_WHAT THE TASK REQUIRES_.
Could you please return each line of the data that has the word "백제큰길"?

_RECORDED DATA_.
>>>>
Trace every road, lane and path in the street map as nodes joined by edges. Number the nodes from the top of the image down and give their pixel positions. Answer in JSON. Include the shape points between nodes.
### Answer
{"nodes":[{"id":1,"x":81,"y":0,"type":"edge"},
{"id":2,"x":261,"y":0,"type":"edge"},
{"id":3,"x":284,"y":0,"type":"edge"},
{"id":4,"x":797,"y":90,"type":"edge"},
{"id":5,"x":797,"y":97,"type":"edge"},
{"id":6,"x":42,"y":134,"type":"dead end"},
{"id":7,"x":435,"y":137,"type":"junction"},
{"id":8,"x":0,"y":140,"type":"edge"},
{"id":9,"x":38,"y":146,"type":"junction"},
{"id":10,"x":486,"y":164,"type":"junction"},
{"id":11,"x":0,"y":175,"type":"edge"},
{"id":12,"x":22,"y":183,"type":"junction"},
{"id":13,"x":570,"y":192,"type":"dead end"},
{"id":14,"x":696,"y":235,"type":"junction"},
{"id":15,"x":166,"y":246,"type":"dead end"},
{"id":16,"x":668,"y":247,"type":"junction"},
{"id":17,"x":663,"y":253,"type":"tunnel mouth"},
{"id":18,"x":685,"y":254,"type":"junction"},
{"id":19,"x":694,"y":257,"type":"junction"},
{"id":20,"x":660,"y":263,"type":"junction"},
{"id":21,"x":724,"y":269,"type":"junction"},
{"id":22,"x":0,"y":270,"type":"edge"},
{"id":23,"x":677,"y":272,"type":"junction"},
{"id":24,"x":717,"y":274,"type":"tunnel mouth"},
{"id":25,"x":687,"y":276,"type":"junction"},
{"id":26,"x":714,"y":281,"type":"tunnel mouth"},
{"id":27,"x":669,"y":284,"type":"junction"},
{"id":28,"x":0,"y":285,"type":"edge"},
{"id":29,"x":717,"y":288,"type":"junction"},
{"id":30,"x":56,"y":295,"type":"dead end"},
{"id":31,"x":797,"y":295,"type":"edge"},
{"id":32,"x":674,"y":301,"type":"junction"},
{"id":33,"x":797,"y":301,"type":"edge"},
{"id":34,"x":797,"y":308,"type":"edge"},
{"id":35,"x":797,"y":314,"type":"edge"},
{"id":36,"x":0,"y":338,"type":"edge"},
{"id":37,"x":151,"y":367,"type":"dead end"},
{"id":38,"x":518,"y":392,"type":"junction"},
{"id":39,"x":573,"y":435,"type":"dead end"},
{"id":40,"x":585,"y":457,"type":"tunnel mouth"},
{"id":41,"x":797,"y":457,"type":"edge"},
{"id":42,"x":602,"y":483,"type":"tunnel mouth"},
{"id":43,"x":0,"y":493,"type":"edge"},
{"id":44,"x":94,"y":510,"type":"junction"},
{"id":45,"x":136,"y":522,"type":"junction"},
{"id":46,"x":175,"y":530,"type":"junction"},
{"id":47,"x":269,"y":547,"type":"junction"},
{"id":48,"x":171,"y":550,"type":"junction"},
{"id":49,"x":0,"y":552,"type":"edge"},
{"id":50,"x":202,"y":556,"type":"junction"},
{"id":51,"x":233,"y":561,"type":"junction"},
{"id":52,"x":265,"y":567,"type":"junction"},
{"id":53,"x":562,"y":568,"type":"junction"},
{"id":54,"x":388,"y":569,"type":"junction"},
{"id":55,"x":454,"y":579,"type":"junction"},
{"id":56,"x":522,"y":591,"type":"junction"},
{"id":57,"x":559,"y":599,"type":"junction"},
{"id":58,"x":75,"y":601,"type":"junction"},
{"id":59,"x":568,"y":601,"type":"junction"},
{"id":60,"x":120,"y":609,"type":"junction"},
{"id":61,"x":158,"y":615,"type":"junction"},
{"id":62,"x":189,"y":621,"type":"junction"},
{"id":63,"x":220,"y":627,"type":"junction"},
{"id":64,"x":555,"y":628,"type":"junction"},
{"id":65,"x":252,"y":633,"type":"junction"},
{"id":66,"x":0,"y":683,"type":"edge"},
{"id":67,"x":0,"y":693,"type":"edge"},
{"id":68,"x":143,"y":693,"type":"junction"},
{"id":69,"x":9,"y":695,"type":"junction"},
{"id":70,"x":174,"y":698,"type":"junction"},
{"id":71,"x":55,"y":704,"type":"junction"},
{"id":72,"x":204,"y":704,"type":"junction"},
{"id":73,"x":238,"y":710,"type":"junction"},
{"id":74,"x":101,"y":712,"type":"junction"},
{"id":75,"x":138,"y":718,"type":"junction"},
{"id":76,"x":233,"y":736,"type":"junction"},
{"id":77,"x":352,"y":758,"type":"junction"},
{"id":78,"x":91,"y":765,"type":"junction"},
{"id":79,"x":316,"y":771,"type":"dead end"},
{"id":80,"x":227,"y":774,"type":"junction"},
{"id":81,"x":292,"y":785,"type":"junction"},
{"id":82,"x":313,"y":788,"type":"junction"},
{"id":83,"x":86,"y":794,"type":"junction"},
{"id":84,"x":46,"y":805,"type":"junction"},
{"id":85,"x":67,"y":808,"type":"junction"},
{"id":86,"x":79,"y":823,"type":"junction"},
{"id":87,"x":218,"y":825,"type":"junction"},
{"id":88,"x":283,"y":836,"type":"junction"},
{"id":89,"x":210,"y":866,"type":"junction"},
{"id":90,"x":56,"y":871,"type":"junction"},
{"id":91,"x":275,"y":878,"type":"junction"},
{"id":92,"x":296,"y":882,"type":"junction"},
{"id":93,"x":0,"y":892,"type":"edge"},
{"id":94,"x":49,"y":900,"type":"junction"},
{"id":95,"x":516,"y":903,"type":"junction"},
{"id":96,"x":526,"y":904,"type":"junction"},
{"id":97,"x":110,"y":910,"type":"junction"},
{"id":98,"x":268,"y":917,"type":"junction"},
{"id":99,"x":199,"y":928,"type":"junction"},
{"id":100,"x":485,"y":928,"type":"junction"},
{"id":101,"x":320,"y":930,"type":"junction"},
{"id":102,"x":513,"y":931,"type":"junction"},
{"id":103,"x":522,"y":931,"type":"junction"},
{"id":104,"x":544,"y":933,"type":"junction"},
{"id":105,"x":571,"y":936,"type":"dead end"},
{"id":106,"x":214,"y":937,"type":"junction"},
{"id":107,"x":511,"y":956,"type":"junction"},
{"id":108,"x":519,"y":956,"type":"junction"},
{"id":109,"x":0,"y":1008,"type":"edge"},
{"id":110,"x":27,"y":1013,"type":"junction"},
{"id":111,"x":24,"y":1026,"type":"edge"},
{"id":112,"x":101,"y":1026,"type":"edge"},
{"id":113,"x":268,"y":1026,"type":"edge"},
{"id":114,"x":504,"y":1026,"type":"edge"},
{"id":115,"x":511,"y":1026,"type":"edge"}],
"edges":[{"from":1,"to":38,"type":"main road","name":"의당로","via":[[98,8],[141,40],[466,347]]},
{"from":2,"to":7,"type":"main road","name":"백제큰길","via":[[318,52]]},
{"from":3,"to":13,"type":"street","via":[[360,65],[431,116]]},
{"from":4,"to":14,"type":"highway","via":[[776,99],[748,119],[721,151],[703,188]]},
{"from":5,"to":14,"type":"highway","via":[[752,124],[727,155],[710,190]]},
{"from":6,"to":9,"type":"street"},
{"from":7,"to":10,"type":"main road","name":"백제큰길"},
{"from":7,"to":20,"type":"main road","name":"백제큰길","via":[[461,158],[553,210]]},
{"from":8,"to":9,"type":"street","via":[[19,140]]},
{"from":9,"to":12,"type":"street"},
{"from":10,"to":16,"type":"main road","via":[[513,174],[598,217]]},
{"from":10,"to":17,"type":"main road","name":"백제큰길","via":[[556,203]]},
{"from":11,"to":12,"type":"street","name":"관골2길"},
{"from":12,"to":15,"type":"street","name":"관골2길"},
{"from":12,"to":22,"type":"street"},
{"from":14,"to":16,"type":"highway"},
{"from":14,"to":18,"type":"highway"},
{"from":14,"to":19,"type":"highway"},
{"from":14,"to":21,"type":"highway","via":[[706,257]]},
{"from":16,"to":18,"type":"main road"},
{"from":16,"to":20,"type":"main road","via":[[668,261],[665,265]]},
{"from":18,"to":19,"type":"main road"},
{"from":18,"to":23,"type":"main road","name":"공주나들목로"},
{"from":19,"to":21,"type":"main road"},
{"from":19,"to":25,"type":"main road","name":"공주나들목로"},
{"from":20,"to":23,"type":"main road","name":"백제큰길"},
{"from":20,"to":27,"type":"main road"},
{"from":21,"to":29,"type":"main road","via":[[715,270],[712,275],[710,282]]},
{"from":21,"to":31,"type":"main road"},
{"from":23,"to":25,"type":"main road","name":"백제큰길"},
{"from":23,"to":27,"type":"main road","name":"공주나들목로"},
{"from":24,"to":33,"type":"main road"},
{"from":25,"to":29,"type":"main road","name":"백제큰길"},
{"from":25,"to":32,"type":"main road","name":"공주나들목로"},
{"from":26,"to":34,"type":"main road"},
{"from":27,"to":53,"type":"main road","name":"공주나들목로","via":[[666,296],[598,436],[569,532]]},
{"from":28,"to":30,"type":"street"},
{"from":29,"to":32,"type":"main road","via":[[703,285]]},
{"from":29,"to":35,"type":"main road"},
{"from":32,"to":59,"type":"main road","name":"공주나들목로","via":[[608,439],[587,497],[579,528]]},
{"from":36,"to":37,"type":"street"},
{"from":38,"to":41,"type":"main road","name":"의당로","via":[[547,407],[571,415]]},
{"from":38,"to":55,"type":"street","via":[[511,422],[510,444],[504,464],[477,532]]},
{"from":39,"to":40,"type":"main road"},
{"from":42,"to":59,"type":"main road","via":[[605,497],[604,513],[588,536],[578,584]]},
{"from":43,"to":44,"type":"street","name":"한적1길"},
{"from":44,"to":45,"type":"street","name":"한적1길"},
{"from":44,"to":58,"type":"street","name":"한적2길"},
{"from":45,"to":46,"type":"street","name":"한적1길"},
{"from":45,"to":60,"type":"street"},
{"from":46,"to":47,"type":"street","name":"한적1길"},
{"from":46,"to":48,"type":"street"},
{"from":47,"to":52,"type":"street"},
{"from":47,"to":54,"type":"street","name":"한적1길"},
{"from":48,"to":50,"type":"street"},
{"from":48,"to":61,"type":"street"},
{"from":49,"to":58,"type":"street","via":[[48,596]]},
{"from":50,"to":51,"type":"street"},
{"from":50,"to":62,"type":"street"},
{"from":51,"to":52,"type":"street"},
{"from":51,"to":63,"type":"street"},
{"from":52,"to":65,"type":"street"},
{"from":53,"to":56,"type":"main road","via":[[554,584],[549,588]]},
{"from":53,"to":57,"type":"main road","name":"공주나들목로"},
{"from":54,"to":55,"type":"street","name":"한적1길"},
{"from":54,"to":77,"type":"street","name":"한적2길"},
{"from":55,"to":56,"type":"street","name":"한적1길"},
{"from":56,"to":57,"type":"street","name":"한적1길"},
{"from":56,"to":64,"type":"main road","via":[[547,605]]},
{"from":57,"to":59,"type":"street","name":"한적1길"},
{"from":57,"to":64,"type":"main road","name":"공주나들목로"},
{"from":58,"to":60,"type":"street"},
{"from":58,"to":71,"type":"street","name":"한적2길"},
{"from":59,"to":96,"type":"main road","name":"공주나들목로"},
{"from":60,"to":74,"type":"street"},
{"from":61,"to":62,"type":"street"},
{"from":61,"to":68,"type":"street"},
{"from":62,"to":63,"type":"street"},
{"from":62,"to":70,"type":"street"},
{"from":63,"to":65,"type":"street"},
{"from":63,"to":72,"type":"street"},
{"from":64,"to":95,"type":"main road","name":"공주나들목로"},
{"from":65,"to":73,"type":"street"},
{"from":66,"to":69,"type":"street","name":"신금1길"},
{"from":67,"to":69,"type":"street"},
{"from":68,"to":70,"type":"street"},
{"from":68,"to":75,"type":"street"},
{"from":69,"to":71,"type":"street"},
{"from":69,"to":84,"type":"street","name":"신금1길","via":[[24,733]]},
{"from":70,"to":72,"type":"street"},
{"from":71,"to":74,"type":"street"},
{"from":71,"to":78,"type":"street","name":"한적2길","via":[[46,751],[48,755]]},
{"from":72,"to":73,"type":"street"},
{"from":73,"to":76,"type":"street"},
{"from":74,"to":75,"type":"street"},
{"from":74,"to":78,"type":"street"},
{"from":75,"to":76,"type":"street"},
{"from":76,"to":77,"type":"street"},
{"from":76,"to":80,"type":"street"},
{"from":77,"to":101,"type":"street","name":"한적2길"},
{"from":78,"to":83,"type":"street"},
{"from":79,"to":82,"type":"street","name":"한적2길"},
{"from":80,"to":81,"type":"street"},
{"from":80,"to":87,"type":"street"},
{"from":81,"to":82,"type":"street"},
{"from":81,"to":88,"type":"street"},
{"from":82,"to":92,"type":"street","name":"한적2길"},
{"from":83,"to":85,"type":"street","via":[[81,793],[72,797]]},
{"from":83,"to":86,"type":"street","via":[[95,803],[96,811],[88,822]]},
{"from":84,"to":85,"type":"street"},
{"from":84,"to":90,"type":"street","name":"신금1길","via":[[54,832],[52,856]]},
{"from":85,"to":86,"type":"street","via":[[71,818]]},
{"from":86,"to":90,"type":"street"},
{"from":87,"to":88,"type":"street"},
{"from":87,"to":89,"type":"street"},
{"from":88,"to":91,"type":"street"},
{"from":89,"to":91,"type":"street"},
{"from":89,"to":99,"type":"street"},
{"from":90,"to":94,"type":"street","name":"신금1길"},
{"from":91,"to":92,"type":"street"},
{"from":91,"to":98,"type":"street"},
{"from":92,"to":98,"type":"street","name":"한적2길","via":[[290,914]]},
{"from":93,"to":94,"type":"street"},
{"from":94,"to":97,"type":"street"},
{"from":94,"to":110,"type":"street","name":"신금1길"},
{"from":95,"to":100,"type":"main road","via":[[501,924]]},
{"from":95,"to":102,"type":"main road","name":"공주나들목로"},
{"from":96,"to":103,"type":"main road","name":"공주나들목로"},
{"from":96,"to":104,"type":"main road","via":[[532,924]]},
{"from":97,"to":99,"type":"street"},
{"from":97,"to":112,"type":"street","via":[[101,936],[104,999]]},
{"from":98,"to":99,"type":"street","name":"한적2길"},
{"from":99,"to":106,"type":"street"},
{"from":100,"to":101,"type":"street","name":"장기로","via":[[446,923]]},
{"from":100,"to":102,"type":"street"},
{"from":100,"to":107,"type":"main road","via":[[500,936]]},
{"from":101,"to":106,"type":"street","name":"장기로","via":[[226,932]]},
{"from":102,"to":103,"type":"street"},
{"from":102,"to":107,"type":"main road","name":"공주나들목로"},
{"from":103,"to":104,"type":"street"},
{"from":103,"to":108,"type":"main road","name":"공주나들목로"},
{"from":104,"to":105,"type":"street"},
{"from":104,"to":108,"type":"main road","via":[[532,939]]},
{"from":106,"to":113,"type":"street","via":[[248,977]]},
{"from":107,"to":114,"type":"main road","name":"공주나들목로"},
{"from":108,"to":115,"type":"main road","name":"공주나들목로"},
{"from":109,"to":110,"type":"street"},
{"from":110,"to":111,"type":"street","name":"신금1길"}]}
<<<<
_FINAL ANSWER_.
{"from":2,"to":7,"type":"main road","name":"백제큰길","via":[[318,52]]},
{"from":7,"to":10,"type":"main road","name":"백제큰길"},
{"from":7,"to":20,"type":"main road","name":"백제큰길","via":[[461,158],[553,210]]},
{"from":10,"to":17,"type":"main road","name":"백제큰길","via":[[556,203]]},
{"from":20,"to":23,"type":"main road","name":"백제큰길"},
{"from":23,"to":25,"type":"main road","name":"백제큰길"},
{"from":25,"to":29,"type":"main road","name":"백제큰길"},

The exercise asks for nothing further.